/---

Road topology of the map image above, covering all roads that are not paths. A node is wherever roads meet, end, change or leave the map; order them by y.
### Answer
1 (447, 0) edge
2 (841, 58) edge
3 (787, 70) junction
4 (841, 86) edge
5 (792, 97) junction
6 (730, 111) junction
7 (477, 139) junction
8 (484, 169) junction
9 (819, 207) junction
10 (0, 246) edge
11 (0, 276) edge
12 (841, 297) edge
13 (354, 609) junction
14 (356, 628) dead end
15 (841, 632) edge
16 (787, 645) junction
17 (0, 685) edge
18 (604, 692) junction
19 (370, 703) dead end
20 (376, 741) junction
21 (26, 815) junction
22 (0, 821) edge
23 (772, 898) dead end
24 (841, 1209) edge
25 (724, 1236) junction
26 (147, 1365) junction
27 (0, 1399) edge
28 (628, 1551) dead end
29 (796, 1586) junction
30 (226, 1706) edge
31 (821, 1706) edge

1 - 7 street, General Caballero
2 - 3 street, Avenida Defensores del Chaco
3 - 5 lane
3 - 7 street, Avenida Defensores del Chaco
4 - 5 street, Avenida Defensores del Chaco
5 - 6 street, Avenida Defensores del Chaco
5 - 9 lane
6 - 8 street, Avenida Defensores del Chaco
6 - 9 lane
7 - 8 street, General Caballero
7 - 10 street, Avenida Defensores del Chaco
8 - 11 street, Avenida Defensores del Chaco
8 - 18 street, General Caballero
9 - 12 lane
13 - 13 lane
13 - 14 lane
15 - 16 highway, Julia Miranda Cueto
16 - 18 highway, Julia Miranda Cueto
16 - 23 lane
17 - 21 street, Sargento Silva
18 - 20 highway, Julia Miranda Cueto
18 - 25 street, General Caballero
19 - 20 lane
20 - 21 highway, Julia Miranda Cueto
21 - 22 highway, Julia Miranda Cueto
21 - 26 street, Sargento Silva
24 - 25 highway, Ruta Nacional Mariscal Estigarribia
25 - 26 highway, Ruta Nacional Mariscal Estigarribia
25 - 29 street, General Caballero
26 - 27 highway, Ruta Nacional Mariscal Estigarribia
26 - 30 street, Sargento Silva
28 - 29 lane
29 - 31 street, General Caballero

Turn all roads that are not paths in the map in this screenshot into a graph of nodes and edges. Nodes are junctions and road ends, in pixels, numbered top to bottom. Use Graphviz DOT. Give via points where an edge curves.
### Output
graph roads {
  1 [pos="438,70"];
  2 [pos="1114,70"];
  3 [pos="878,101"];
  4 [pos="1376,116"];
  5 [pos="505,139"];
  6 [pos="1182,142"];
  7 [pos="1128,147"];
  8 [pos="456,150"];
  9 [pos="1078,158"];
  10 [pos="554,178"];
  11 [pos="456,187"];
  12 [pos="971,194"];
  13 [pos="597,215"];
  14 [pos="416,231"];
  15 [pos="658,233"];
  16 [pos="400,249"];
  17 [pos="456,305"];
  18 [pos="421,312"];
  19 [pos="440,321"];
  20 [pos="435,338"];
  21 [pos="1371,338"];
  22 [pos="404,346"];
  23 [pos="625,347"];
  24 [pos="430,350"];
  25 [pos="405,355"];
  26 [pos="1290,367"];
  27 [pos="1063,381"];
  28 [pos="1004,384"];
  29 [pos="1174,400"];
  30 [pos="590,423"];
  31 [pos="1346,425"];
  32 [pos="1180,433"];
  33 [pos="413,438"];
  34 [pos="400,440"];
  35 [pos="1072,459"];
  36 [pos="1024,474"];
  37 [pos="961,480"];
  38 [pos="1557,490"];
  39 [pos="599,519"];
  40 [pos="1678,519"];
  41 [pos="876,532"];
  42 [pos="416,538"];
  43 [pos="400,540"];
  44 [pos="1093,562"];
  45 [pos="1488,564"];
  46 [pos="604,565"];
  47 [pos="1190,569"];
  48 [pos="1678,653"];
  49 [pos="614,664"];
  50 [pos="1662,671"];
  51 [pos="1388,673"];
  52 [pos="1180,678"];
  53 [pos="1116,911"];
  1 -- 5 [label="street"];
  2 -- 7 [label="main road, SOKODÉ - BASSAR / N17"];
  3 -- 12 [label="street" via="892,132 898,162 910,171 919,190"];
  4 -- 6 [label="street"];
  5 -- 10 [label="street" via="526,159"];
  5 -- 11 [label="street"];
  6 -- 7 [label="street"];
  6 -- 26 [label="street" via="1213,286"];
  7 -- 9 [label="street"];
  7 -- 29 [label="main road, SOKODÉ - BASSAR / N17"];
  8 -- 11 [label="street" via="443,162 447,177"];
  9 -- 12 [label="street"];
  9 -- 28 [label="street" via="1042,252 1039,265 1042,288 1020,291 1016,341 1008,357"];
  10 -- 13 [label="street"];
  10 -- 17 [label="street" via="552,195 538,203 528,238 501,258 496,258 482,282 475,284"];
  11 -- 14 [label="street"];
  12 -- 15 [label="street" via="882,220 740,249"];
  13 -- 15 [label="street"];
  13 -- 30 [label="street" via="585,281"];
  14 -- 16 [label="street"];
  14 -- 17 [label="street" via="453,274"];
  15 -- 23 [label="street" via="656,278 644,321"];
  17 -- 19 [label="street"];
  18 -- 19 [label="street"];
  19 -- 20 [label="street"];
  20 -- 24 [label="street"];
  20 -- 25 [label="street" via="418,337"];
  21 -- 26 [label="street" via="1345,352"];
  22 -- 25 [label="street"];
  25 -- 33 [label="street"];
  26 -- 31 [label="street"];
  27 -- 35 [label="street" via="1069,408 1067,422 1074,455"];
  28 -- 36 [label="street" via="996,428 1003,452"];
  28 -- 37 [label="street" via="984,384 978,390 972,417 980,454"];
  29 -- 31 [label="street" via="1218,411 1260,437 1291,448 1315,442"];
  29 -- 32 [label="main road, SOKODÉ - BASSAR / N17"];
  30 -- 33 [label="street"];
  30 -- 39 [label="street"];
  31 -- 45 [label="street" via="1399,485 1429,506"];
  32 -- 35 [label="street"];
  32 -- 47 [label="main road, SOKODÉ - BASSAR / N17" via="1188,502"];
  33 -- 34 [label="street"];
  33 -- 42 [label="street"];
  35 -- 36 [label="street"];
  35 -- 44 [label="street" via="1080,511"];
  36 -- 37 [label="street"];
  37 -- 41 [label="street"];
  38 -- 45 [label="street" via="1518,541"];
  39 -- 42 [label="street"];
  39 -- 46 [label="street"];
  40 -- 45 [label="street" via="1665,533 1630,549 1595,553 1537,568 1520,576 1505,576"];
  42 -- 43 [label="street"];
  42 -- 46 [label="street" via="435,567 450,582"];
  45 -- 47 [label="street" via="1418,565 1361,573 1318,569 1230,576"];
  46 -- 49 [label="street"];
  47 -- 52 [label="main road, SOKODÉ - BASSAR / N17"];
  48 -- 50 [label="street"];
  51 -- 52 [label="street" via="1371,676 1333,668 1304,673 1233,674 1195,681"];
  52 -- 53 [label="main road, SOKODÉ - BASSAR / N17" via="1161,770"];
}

\---

[What you have to do]:
Return each line from the entries above that includes "Chaco".

[Written answer]:
2 - 3 street, Avenida Defensores del Chaco
3 - 7 street, Avenida Defensores del Chaco
4 - 5 street, Avenida Defensores del Chaco
5 - 6 street, Avenida Defensores del Chaco
6 - 8 street, Avenida Defensores del Chaco
7 - 10 street, Avenida Defensores del Chaco
8 - 11 street, Avenida Defensores del Chaco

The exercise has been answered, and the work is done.